In kernel users are a perfectly valid reason to have a kernel driver,
but it's far from the only one.  None of the AI accelerators have in kernel
users today (maybe they will in future). Sure there are other arguments
that mean only a few such devices have been upstreamed, but it's not
that they need in kernel users. If it's really an issue I'll just submit
it to driver/misc and Greg can take a view on whether it's an acceptable
device to have driver for... (after he's asked the obvious question of
why aren't the CXL folk taking it!) +cc Greg to save providing info later.

For background this is a PCI function with a mailbox used for switch
configuration. The mailbox is identical to the one found on CXL type3
devices. Whole thing defined in the CXL spec. It gets a little complex
because you can tunnel commands to devices connected to the switch,
potentially affecting other hosts.  Typical Linux device doing this
would be a BMC, but there have been repeated questions about providing
a subset of access to any Linux system (avoiding the foot guns)
Whole thing fully discoverable - proposal is a standard PCI driver.

> 
> The generic-Type-3-device mailbox has an in kernel driver because the
> kernel has need to send mailbox commands internally and it is
> fundamental to RAS and provisioning flows that the kernel have this
> coordination. What are the motivations for an in-band Switch CCI command
> submission path?
> 
> It could be the case that you have a self-evident example in mind that I
> have thus far failed to realize.
> 

There are possibilities, but for now it's a transport driver just like
MCTP etc with a well defined chardev interface, with documented ioctl
interface etc (which I'd keep inline with one the CXL mailbox uses
just to avoid reinventing the wheel - I'd prefer to use that directly
to avoid divergence but I don't care that much).

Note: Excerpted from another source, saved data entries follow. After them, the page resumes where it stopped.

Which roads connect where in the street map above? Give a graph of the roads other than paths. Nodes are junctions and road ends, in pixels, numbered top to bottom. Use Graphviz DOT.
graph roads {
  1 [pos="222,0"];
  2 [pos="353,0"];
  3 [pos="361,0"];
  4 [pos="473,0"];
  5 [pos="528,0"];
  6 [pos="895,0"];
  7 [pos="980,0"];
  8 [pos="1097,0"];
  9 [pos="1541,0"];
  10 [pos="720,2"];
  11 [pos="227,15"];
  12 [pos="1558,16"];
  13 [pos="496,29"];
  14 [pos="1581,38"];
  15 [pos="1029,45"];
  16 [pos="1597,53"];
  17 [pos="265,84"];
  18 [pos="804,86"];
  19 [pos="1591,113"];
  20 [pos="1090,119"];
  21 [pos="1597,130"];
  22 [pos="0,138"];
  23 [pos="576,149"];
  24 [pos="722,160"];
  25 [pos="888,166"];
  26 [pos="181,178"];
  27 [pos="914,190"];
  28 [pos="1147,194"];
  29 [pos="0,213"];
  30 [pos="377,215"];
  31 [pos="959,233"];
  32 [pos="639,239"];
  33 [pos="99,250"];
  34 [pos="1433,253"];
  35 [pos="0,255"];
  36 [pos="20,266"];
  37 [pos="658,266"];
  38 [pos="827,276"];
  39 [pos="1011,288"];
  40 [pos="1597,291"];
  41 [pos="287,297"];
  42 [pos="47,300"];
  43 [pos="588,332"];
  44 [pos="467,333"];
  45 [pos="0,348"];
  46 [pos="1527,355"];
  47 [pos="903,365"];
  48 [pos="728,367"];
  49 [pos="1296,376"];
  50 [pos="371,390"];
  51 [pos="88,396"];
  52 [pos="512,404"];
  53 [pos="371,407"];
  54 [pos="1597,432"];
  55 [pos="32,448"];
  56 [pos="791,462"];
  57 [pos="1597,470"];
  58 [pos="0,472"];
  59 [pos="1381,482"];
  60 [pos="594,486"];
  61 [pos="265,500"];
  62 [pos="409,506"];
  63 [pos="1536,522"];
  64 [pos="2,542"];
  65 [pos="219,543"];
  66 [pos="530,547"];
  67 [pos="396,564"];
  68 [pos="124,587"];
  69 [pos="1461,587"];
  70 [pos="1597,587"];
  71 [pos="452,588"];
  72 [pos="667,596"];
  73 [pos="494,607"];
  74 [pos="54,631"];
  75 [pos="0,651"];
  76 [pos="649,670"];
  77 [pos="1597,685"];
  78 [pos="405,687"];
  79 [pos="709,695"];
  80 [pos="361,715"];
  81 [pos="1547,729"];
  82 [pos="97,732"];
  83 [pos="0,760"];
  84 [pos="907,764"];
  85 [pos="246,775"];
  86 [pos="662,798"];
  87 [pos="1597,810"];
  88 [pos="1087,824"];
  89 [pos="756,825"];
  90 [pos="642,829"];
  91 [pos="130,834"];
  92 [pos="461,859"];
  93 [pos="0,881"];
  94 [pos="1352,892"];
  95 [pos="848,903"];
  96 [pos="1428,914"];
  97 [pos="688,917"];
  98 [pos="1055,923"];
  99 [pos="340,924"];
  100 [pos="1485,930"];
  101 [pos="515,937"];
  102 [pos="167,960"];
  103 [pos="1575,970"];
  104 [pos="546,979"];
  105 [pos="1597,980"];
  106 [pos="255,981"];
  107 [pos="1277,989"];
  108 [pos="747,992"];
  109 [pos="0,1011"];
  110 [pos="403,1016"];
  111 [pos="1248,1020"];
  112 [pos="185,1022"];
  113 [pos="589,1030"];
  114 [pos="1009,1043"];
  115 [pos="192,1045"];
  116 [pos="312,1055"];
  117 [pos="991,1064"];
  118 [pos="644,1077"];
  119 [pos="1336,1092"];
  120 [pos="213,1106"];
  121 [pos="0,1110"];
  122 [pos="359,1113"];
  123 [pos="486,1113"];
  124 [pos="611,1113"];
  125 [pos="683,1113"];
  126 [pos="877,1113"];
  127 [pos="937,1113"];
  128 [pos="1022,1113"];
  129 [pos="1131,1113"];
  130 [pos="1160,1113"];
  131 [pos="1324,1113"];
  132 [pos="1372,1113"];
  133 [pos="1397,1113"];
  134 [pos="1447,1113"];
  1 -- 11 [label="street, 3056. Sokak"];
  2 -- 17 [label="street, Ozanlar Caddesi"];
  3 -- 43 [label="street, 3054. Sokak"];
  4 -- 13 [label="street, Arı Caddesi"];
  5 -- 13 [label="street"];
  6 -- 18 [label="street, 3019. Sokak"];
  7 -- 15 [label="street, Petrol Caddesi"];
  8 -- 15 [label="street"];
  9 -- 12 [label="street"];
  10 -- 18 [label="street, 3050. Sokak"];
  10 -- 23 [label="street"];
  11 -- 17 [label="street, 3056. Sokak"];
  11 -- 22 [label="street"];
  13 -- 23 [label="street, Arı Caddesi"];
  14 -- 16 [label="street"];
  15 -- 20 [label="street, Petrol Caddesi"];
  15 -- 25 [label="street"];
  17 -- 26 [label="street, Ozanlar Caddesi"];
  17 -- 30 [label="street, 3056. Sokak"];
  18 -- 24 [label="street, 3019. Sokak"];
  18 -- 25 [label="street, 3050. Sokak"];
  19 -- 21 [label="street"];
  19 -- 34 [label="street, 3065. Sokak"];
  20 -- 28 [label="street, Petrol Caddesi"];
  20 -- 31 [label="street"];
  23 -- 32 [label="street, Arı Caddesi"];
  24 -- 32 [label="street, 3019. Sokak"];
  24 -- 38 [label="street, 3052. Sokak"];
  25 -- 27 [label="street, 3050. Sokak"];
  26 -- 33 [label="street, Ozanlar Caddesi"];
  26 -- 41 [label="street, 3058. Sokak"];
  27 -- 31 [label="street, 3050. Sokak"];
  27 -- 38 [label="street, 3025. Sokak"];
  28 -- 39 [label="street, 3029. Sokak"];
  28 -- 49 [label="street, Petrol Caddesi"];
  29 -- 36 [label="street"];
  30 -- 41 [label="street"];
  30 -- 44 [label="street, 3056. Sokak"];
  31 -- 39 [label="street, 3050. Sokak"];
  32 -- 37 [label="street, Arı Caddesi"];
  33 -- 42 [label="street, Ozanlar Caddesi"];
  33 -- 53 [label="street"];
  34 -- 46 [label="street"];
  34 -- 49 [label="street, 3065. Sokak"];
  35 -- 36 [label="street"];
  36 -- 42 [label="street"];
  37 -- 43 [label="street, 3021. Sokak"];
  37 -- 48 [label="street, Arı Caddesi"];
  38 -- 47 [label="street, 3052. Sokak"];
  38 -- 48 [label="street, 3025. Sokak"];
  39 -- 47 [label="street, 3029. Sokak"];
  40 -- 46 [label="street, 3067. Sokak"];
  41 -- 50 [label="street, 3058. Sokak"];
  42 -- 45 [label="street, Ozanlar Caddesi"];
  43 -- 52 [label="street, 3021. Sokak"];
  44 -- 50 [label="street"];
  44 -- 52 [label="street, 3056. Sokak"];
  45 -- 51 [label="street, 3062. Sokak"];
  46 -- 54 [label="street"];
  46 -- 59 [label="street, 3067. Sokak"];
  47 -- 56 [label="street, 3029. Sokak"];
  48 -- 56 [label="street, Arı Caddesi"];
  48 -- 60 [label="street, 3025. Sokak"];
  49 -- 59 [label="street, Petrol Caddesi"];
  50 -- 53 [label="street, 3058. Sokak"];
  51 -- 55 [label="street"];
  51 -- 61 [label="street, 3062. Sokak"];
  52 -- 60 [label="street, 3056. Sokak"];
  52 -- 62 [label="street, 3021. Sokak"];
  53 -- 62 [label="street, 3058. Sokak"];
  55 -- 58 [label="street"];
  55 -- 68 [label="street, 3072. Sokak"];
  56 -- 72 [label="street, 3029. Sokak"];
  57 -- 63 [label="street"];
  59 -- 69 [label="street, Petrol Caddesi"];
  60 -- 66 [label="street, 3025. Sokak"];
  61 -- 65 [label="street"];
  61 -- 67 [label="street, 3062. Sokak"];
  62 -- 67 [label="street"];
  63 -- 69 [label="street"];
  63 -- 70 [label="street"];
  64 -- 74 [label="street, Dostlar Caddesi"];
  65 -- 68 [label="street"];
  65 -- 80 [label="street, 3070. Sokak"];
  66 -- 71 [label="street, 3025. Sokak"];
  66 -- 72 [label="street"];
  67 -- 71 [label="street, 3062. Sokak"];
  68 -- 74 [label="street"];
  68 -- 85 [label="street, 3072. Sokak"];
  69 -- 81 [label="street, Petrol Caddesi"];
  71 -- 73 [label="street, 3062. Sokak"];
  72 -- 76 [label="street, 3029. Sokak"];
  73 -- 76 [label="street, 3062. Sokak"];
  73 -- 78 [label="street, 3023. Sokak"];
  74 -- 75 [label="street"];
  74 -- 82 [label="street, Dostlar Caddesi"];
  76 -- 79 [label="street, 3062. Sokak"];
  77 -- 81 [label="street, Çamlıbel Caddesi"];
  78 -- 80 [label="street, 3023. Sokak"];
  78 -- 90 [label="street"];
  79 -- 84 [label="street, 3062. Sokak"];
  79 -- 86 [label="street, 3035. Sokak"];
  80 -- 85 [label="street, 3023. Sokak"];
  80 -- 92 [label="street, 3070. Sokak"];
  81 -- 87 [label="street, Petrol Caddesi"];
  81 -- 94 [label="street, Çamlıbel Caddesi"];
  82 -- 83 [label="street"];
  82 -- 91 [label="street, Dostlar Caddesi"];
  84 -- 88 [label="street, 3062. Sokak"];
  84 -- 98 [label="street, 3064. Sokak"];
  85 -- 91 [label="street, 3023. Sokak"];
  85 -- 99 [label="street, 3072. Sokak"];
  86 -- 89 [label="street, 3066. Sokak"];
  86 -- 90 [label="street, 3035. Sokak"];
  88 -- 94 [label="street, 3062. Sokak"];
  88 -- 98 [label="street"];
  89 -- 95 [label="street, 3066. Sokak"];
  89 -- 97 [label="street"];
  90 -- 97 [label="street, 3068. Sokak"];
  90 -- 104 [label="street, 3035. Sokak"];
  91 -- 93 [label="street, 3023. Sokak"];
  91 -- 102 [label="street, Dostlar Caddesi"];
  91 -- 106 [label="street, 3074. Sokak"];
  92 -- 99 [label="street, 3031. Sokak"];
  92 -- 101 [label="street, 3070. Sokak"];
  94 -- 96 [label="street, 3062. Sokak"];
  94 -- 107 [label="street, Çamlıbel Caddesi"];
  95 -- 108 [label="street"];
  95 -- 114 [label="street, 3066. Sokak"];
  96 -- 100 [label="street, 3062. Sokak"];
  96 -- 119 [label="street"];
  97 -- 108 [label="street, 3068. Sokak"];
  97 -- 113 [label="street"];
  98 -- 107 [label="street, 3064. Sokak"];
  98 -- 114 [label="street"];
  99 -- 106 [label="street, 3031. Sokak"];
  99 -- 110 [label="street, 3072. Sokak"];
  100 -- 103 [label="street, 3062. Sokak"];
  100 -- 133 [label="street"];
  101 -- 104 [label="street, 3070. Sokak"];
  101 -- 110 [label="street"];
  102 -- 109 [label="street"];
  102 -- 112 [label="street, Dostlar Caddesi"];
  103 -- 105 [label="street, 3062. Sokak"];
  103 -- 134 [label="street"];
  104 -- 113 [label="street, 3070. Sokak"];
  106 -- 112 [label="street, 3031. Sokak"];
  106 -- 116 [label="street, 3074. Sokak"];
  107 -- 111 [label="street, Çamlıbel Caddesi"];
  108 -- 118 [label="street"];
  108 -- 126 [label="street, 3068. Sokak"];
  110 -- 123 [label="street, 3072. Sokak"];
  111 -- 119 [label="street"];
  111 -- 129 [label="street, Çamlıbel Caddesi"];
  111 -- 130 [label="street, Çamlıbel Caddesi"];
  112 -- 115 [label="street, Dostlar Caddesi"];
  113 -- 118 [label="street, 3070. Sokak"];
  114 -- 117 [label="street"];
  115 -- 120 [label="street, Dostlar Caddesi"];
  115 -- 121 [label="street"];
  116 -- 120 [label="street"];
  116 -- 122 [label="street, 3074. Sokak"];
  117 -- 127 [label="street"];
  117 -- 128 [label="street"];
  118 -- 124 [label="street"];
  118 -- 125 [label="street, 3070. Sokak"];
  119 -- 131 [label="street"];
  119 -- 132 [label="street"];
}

As far as I can see, with the security / blast radius concern alleviated
by disabling this if lockdown is in use + taint for unaudited commands
(and a nasty sounding config similar to the cxl mailbox one)
there is little reason not to take such a driver into the kernel.
It has next to no maintenance impact outside of itself and a bit of
library code which I've proposed pushing down to the level of MMPT
(so PCI not CXL) if you think that is necessary. 

We want interrupt handling and basic access controls / command
interface to userspace.

Apologies if I'm grumpy - several long days of battling cpu hotplug code.